Museum of Contemporary Art

MCA DNA: Alexander Calder

12 Oct 2013 - 10 May 2014

Alexander Calder
Chat-mobile (Cat Mobile), 1966
Painted sheet metal and steel wire
20 x 26 x 26 in. (50.8 x 66 x 66 cm)
Museum of Contemporary Art Chicago, the Leonard and Ruth Horwich Family Loan, EL1995.10
© 2013 Calder Foundation, New York / Artists Rights Society (ARS), New York
Photo: Nathan Keay, © MCA Chicago
MCA DNA: ALEXANDER CALDER
12 October 2013 - 10 May 2015

MCA DNA: Alexander Calder traces the development of the artist’s ideas over a fifty-year career, in particular, his exploration of how art can move in response to its physical environment. The exhibition presents examples of Alexander Calder’s (American, 1898–1976), mobiles, stabiles, and works on paper dating from the 1920s to the 1970s—a selection of the museum’s in-depth holdings of the seminal artist’s work. The core of this collection comes from the Ruth and Leonard Horwich Family Loan, which Museum of Contemporary Art Chicago has housed, cared for, and displayed since 1995. The Horwich family were, and remain, preeminent collectors of surrealist and Chicago Imagist art; and, as some of the founders and earliest supporters of MCA Chicago, helped to build the museum’s collection.

Trained as an engineer, Calder applied his knowledge of mechanics to colorful abstract shapes. Activated by air currents, his dynamic mobiles are ever-changing compositions. Marcel Duchamp invented the word mobile to describe Calder’s revolutionary work. Even Calder’s Flamingo (1973)—located in Chicago’s Loop—and his other static sculptures, dubbed stabiles by Jean Arp, evoke movement as they invite viewers to contemplate them from every angle.

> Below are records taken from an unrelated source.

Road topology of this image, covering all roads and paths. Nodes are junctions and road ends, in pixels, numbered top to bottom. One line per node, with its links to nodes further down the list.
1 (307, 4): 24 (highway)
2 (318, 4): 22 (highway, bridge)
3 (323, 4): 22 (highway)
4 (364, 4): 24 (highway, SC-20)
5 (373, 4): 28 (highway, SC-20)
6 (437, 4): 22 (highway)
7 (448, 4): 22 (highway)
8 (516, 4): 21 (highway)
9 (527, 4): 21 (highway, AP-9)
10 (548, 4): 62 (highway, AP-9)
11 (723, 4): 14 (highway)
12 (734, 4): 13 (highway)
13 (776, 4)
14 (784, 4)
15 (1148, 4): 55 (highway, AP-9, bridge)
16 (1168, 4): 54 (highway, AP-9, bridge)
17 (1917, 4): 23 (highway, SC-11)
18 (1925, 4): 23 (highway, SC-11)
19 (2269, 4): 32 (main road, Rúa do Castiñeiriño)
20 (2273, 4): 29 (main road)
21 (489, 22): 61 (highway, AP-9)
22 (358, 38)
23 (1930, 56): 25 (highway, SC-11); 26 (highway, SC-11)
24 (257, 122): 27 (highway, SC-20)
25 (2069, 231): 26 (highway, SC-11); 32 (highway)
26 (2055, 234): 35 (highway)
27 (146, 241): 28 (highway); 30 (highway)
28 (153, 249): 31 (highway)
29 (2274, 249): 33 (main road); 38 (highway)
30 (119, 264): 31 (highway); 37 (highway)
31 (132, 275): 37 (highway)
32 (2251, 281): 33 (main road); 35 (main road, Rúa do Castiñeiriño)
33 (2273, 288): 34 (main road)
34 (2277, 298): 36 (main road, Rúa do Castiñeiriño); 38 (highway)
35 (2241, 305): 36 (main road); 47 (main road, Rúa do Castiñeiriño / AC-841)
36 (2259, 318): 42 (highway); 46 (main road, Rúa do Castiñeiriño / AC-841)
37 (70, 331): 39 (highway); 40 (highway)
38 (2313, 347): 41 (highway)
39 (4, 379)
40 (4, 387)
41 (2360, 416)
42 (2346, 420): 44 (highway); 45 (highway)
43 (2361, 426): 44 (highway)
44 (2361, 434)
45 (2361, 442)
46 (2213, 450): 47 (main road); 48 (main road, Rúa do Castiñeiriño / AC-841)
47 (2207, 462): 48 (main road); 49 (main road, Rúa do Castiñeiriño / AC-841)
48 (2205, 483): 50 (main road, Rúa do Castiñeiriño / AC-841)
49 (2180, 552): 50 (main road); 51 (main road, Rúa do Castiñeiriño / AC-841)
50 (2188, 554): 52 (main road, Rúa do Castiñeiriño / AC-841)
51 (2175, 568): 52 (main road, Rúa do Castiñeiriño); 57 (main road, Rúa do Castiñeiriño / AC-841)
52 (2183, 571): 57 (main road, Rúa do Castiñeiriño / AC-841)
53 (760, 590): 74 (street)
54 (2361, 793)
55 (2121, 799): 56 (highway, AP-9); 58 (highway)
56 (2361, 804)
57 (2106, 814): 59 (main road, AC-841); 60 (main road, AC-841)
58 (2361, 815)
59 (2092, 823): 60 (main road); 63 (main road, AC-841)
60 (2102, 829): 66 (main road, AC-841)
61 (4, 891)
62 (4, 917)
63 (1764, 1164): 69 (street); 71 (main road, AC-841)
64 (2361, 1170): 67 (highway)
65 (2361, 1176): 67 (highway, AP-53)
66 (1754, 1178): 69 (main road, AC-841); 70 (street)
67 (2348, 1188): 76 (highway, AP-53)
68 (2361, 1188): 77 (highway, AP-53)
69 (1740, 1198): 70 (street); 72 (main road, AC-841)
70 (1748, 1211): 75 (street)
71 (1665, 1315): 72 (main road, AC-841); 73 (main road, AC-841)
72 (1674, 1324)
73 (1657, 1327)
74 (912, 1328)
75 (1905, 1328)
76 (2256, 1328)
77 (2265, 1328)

The city of Chicago was important to Calder. In 1935, the Renaissance Society and the Arts Club of Chicago hosted one of his early solo exhibitions in the United States. The Horwich family amassed a significant Calder collection, befriending the artist and ultimately acquiring more than two dozen of his artworks. In 1974, as part of the inaugural ceremonies for Flamingo, then-Mayor Richard J. Daley declared a “Calder Day,” and Calder was carried to the sculpture’s dedication by a circus-themed parade on State Street. As part of these festivities, the MCA mounted a major Calder exhibition, and his art has been a steady presence in the museum’s galleries ever since.

MCA DNA: Alexander Calder is part of an ongoing exhibition series featuring iconic works from the MCA Collection and is organized by Michael Darling, James W. Alsdorf Chief Curator at the Museum of Contemporary Art Chicago.